For every single reason for blame given to a parent, I can bet that another parent has been given the opposite reason for blame.
None of these things cause autism.
But these messages do affect how people view autistic people, both children and adults. These messages suggest that the autism isn’t inherent, that it’s not an integral part of our being, instead suggesting that it’s damage inflicted upon us.
Every now and then, in ‘real life’ and in the ‘virtual world’, I encounter people asking, ‘Why did you need a diagnosis?’ or ‘You’ve managed to get this far without a diagnosis, what’s the point now?’, and others confidently stating, ‘I know I’m autistic but there’s no point getting a diagnosis at my age’ or ‘I don’t need a doctor to tell me I’m autistic’. More and more adults are identifying as autistic without pursuing clinical diagnosis, often explaining that autism is not a medical/psychiatric condition, and that clinical diagnosis can be impossible to access and even detrimental for some people. I don’t dispute these claims at all, but I do not, on the whole, think that self-identification is the way forward. Autism does need to be de-pathologised, by not only focusing on deficits and difficulties, but skills and strengths too, and I am in agreement with those who argue for it to be removed from the psychiatric manuals, but we still need a means to identify autism and evidence our support needs.
My experience of diagnosis, both for myself (here and here for example) and my son, has been overwhelmingly positive, and I accept my subjective bias. However, the challenge to the existing clinical diagnostic model does raise important questions and quandaries, and this post is my attempt to explore some of these issues and tensions.

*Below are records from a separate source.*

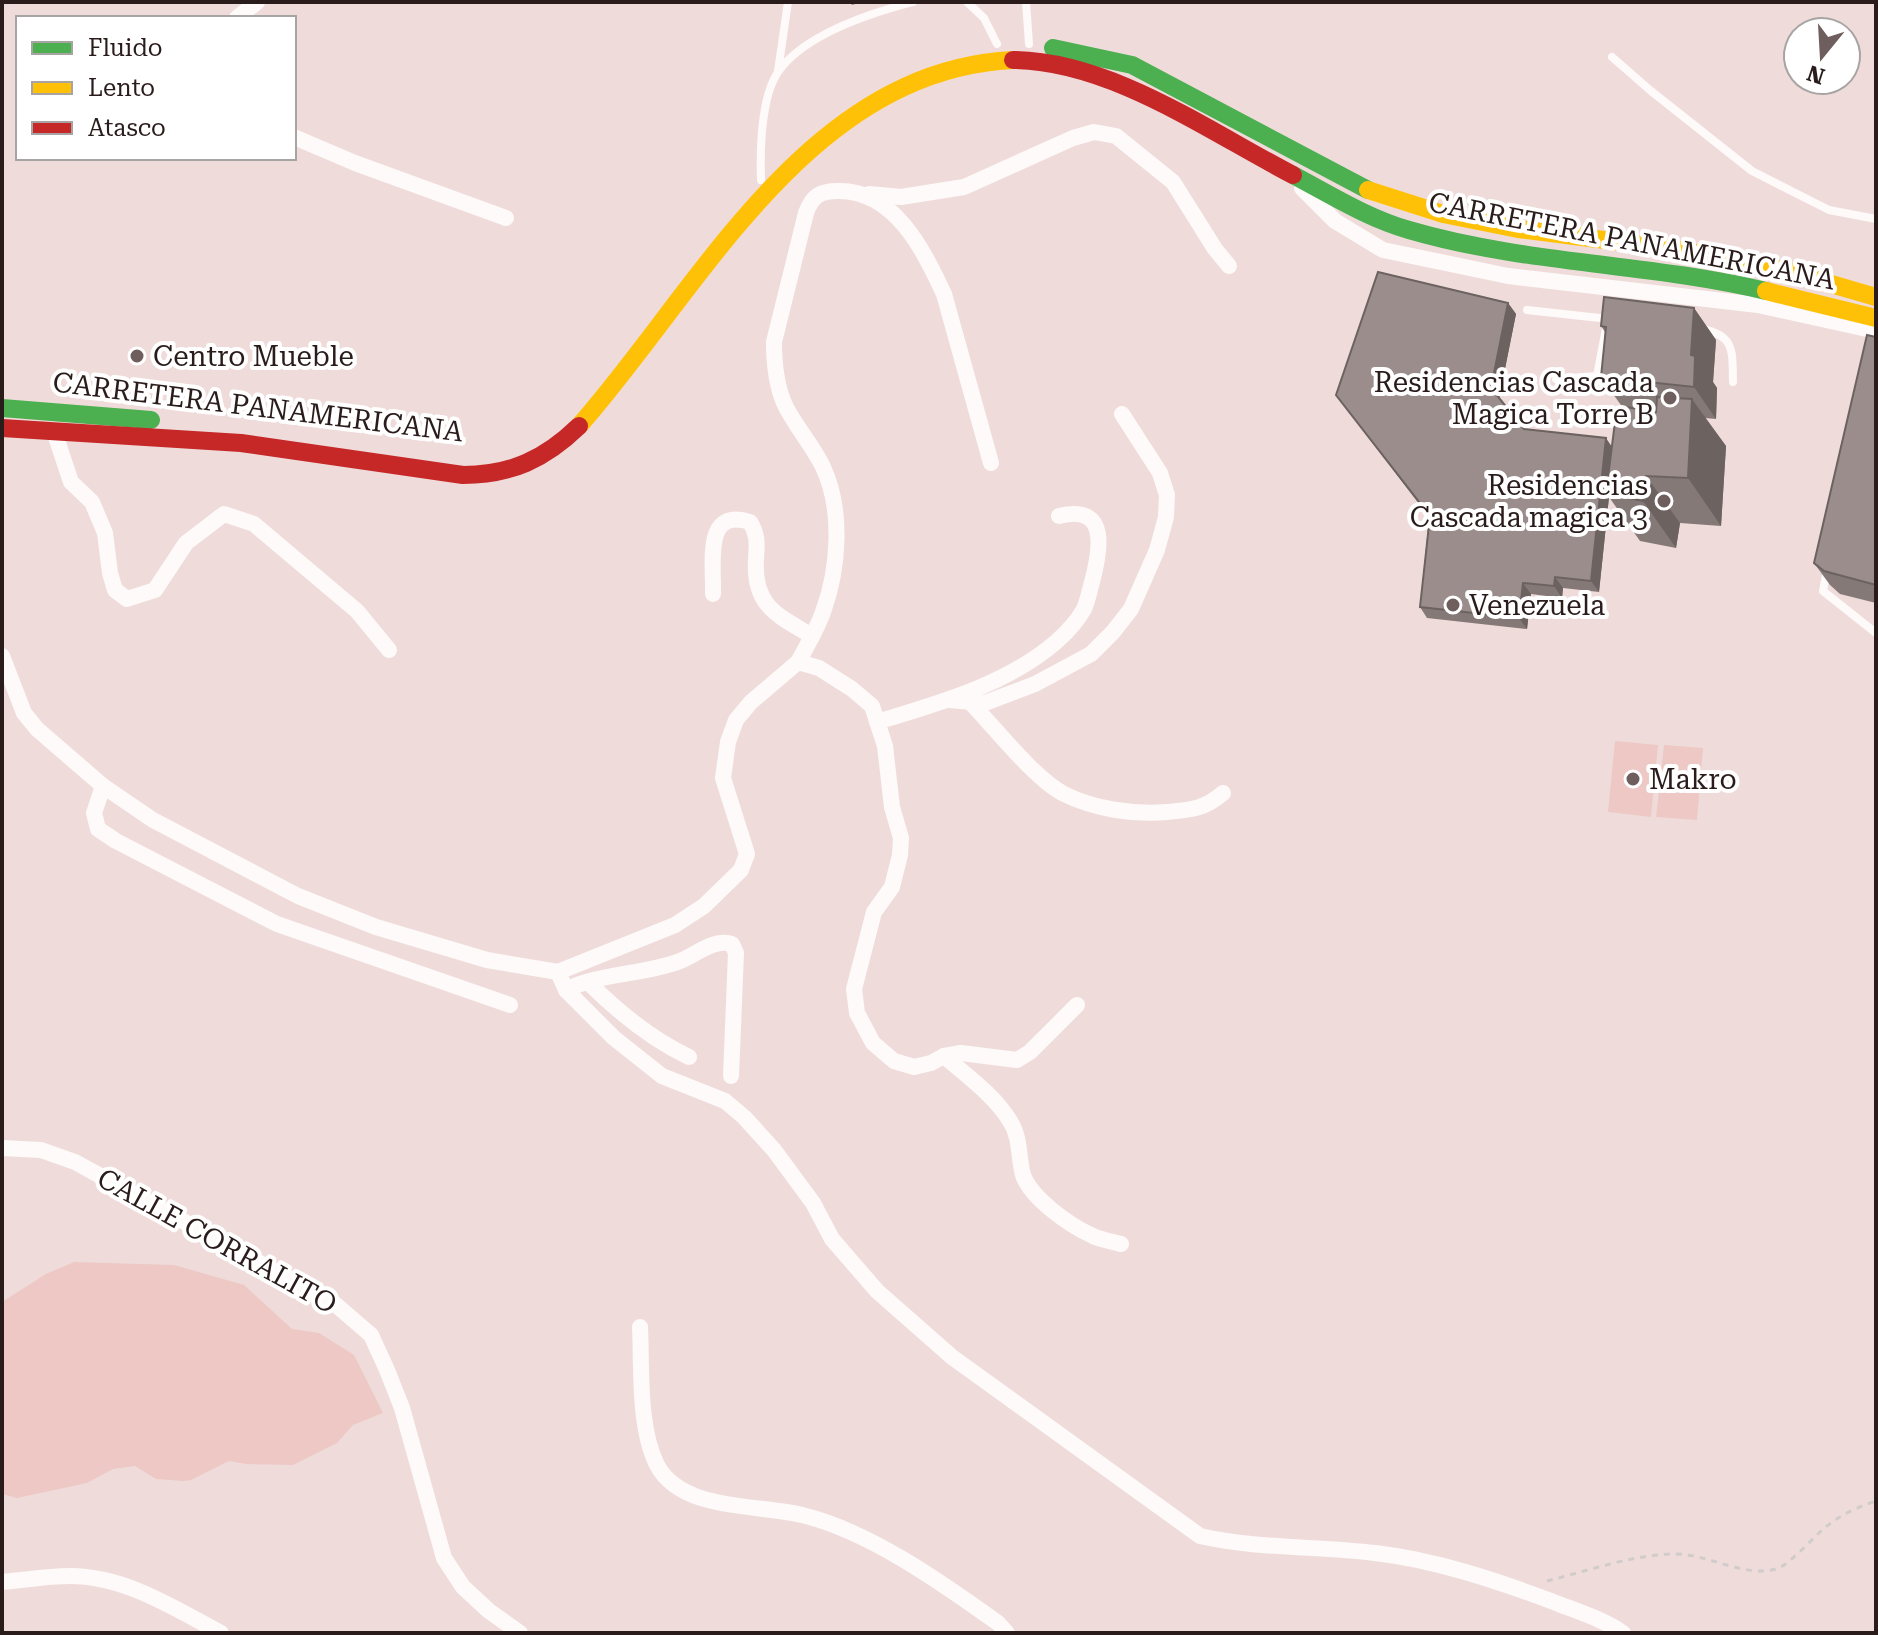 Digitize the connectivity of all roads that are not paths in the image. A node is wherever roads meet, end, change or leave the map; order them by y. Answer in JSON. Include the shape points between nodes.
{"nodes":[{"id":1,"x":257,"y":2,"type":"edge"},
{"id":2,"x":788,"y":2,"type":"edge"},
{"id":3,"x":913,"y":2,"type":"edge"},
{"id":4,"x":967,"y":2,"type":"edge"},
{"id":5,"x":1026,"y":2,"type":"edge"},
{"id":6,"x":240,"y":16,"type":"edge"},
{"id":7,"x":1029,"y":44,"type":"junction"},
{"id":8,"x":988,"y":46,"type":"joint"},
{"id":9,"x":1612,"y":57,"type":"dead end"},
{"id":10,"x":778,"y":72,"type":"junction"},
{"id":11,"x":877,"y":80,"type":"dead end"},
{"id":12,"x":296,"y":138,"type":"edge"},
{"id":13,"x":1287,"y":172,"type":"junction"},
{"id":14,"x":761,"y":180,"type":"junction"},
{"id":15,"x":863,"y":193,"type":"junction"},
{"id":16,"x":506,"y":218,"type":"dead end"},
{"id":17,"x":1876,"y":219,"type":"edge"},
{"id":18,"x":1229,"y":266,"type":"dead end"},
{"id":19,"x":1876,"y":297,"type":"edge"},
{"id":20,"x":1527,"y":310,"type":"dead end"},
{"id":21,"x":1876,"y":318,"type":"edge"},
{"id":22,"x":1607,"y":319,"type":"junction"},
{"id":23,"x":1623,"y":321,"type":"edge"},
{"id":24,"x":1685,"y":327,"type":"edge"},
{"id":25,"x":1876,"y":331,"type":"edge"},
{"id":26,"x":1556,"y":379,"type":"dead end"},
{"id":27,"x":1733,"y":382,"type":"dead end"},
{"id":28,"x":2,"y":406,"type":"edge"},
{"id":29,"x":1122,"y":414,"type":"dead end"},
{"id":30,"x":2,"y":428,"type":"edge"},
{"id":31,"x":54,"y":431,"type":"junction"},
{"id":32,"x":991,"y":463,"type":"dead end"},
{"id":33,"x":1059,"y":516,"type":"dead end"},
{"id":34,"x":1829,"y":558,"type":"edge"},
{"id":35,"x":713,"y":594,"type":"dead end"},
{"id":36,"x":1876,"y":633,"type":"edge"},
{"id":37,"x":812,"y":636,"type":"junction"},
{"id":38,"x":389,"y":650,"type":"dead end"},
{"id":39,"x":2,"y":656,"type":"edge"},
{"id":40,"x":798,"y":662,"type":"junction"},
{"id":41,"x":949,"y":700,"type":"junction"},
{"id":42,"x":971,"y":703,"type":"junction"},
{"id":43,"x":877,"y":722,"type":"junction"},
{"id":44,"x":103,"y":786,"type":"junction"},
{"id":45,"x":1223,"y":793,"type":"dead end"},
{"id":46,"x":558,"y":972,"type":"junction"},
{"id":47,"x":588,"y":982,"type":"junction"},
{"id":48,"x":566,"y":990,"type":"junction"},
{"id":49,"x":510,"y":1005,"type":"dead end"},
{"id":50,"x":1077,"y":1005,"type":"dead end"},
{"id":51,"x":944,"y":1056,"type":"junction"},
{"id":52,"x":689,"y":1057,"type":"dead end"},
{"id":53,"x":731,"y":1076,"type":"dead end"},
{"id":54,"x":2,"y":1148,"type":"edge"},
{"id":55,"x":1121,"y":1244,"type":"dead end"},
{"id":56,"x":640,"y":1327,"type":"dead end"},
{"id":57,"x":2,"y":1582,"type":"edge"},
{"id":58,"x":221,"y":1633,"type":"edge"},
{"id":59,"x":520,"y":1633,"type":"edge"},
{"id":60,"x":1007,"y":1633,"type":"edge"},
{"id":61,"x":1623,"y":1633,"type":"edge"}],
"edges":[{"from":1,"to":6,"type":"street"},
{"from":2,"to":10,"type":"lane"},
{"from":3,"to":10,"type":"lane","via":[[830,31]]},
{"from":4,"to":8,"type":"lane","via":[[984,18]]},
{"from":5,"to":7,"type":"lane"},
{"from":7,"to":8,"type":"main road","name":"CARRETERA PANAMERICANA"},
{"from":7,"to":19,"type":"main road","name":"CARRETERA PANAMERICANA","via":[[1132,65],[1375,194],[1518,229],[1675,249],[1783,270]]},
{"from":9,"to":17,"type":"lane","via":[[1752,171],[1829,210]]},
{"from":10,"to":14,"type":"lane","via":[[759,139]]},
{"from":11,"to":14,"type":"main road","name":"CARRETERA PANAMERICANA","via":[[821,119]]},
{"from":12,"to":16,"type":"street"},
{"from":13,"to":21,"type":"main road","name":"CARRETERA PANAMERICANA","via":[[1370,217],[1443,238],[1676,273]]},
{"from":13,"to":25,"type":"street","via":[[1335,221],[1383,250],[1508,276],[1758,305]]},
{"from":13,"to":31,"type":"main road","name":"CARRETERA PANAMERICANA","via":[[1125,86],[1074,68],[1012,58],[949,68],[891,90],[829,131],[744,217],[582,424],[521,468],[451,476],[268,446]]},
{"from":14,"to":28,"type":"main road","name":"CARRETERA PANAMERICANA","via":[[731,210],[571,414],[518,452],[448,462],[271,431]]},
{"from":15,"to":18,"type":"street","via":[[901,197],[964,187],[1073,138],[1094,132],[1116,136],[1173,182]]},
{"from":15,"to":32,"type":"street","via":[[898,217],[932,268]]},
{"from":15,"to":37,"type":"street","via":[[824,191],[811,200],[774,342],[784,402],[824,469],[835,506],[830,592]]},
{"from":20,"to":22,"type":"lane"},
{"from":22,"to":23,"type":"lane"},
{"from":22,"to":26,"type":"lane","via":[[1597,376]]},
{"from":24,"to":27,"type":"lane","via":[[1720,333],[1728,341]]},
{"from":29,"to":42,"type":"street","via":[[1160,473],[1167,495],[1166,517],[1142,588],[1091,654],[1035,684]]},
{"from":30,"to":31,"type":"main road","name":"CARRETERA PANAMERICANA"},
{"from":31,"to":38,"type":"street","via":[[71,482],[92,502],[105,533],[115,590],[127,599],[155,590],[186,543],[224,514],[254,524],[357,611]]},
{"from":33,"to":41,"type":"street","via":[[1075,512],[1098,528],[1099,560],[1084,609],[1057,641],[1017,670]]},
{"from":34,"to":36,"type":"lane","via":[[1823,591]]},
{"from":35,"to":37,"type":"street","via":[[716,530],[735,517],[750,522],[757,533],[755,576],[764,601],[778,618]]},
{"from":37,"to":40,"type":"street"},
{"from":39,"to":44,"type":"street","via":[[24,713]]},
{"from":40,"to":43,"type":"street","via":[[819,668],[852,689],[872,706]]},
{"from":40,"to":46,"type":"street","via":[[751,702],[736,720],[728,742],[723,778],[747,854],[741,870],[675,925]]},
{"from":41,"to":42,"type":"street"},
{"from":41,"to":43,"type":"street"},
{"from":42,"to":45,"type":"street","via":[[1064,794],[1141,814],[1210,805]]},
{"from":43,"to":51,"type":"street","via":[[901,838],[892,887],[874,912],[862,952],[854,989],[857,1013],[873,1043],[894,1061],[914,1067]]},
{"from":44,"to":46,"type":"street","via":[[153,820],[298,896],[376,927],[487,960]]},
{"from":44,"to":49,"type":"street","via":[[94,813],[98,829],[116,841],[277,924]]},
{"from":46,"to":48,"type":"street"},
{"from":47,"to":48,"type":"street"},
{"from":47,"to":52,"type":"street","via":[[643,1030]]},
{"from":47,"to":53,"type":"street","via":[[639,974],[716,943],[732,944],[736,953]]},
{"from":48,"to":61,"type":"street","via":[[662,1076],[725,1101],[744,1117],[813,1203],[832,1239],[877,1291],[952,1357],[1200,1536],[1379,1553],[1450,1567],[1607,1622]]},
{"from":50,"to":51,"type":"street","via":[[1017,1060]]},
{"from":51,"to":55,"type":"street","via":[[1011,1123],[1027,1186],[1092,1236]]},
{"from":54,"to":59,"type":"street","name":"CALLE CORRALITO","via":[[41,1150],[75,1162],[324,1297],[371,1335],[402,1408],[444,1558],[463,1587]]},
{"from":56,"to":60,"type":"street","via":[[644,1421],[658,1466],[677,1487],[697,1497],[802,1514],[851,1533],[932,1575]]},
{"from":57,"to":58,"type":"street","via":[[72,1576],[114,1581]]}]}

“I sometimes try to imagine an ideal world where all our diverse needs would be met and catered for, and we would not need our differences categorised and labelled. I hear autistic people’s requests for an ‘autism-friendly’ world and think how lovely that would be. Then I remind myself that our needs and supports are infinitely diverse, very often contradictory, and that even if we remove all the ‘labels’, those of us with minority neurotypes would still feel different. How would we understand ourselves and find each other without some concept of our shared neurotype? Without a ‘label’ for ‘my type of brain’ how would I find people like me? How would I understand why I feel the way I do? Would I still feel broken and wrong and alone?” (PS)
Thus, I start from a position of supporting the need for a shared concept of our minority neurotype. In the world that we inhabit today, the clinical label of autism both has meaning and is significantly better than the labels of weird, rude, unfriendly, aloof, inept and freak (and worse) that get applied to many autistic children and adults. Before my son’s diagnosis he was labelled ‘naughty’, ‘thuggish’ and ‘spoilt’, but diagnosis brought new understanding and a different way to interpret his behaviours. If, like me, you have a struggling child, who is academically able and verbally articulate, whilst presenting with what are described as very troublesome behaviours and a number of developmental delays, or, like me, you are seen as strange and awkward and fussy, you are faced with a barrage of judgement and assumptions. An autism diagnosis can liberate us from our own internalising of these judgements and, if we are lucky (and it really should not depend on luck), provide others with a greater understanding of our strengths, differences and support needs.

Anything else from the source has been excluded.